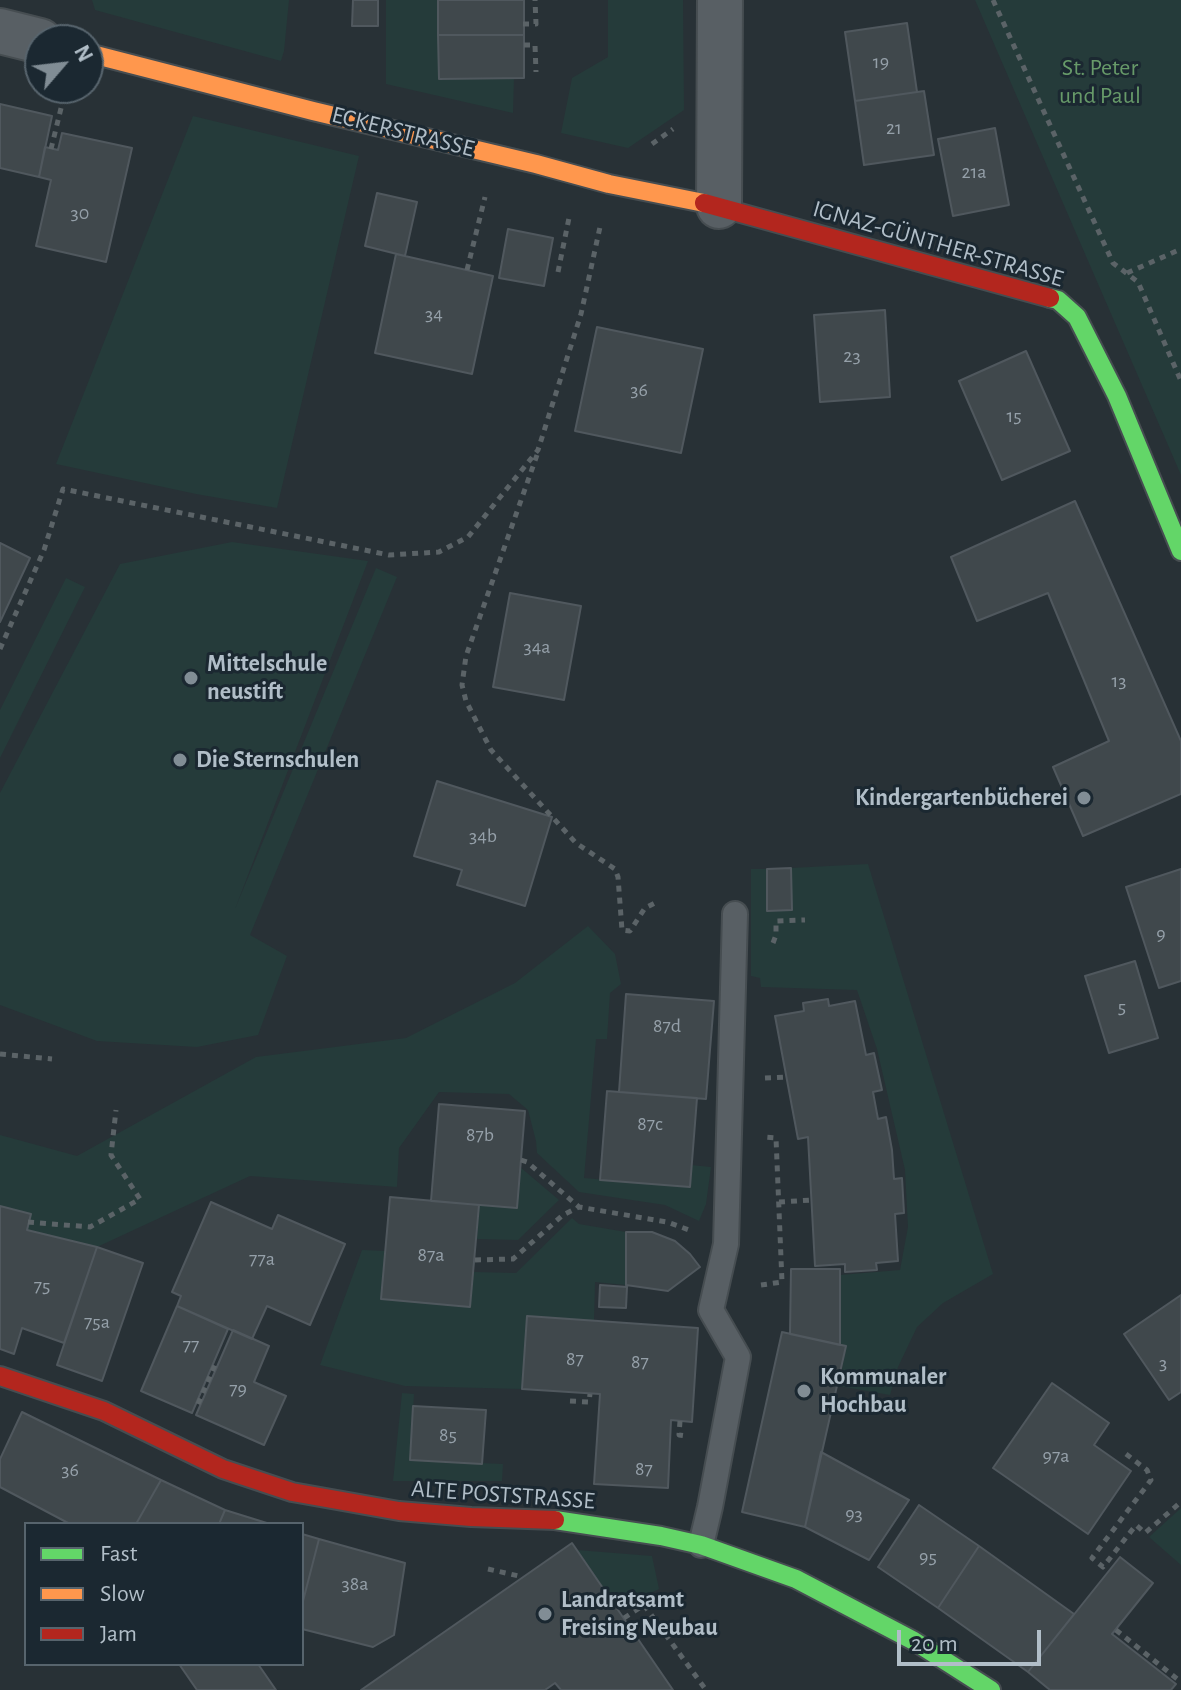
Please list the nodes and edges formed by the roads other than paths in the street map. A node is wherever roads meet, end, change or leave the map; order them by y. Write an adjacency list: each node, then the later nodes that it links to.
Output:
1 (720, 0): 5 (street)
2 (0, 31): 3 (street)
3 (24, 37)
4 (104, 57): 5 (street, ECKERSTRASSE)
5 (719, 206): 6 (street, IGNAZ-GÜNTHER-STRASSE)
6 (1181, 551)
7 (735, 914): 9 (lane)
8 (0, 1376): 9 (street, ALTE POSTSTRASSE)
9 (701, 1545): 10 (street, ALTE POSTSTRASSE)
10 (991, 1690)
::::
# WORK ITEM
Reproduce the material above exactly but drop all images.

# RESPONSE TO THE EXERCISE
Please list the nodes and edges formed by the roads other than paths in the street map. A node is wherever roads meet, end, change or leave the map; order them by y. Write an adjacency list: each node, then the later nodes that it links to.
Output:
1 (720, 0): 5 (street)
2 (0, 31): 3 (street)
3 (24, 37)
4 (104, 57): 5 (street, ECKERSTRASSE)
5 (719, 206): 6 (street, IGNAZ-GÜNTHER-STRASSE)
6 (1181, 551)
7 (735, 914): 9 (lane)
8 (0, 1376): 9 (street, ALTE POSTSTRASSE)
9 (701, 1545): 10 (street, ALTE POSTSTRASSE)
10 (991, 1690)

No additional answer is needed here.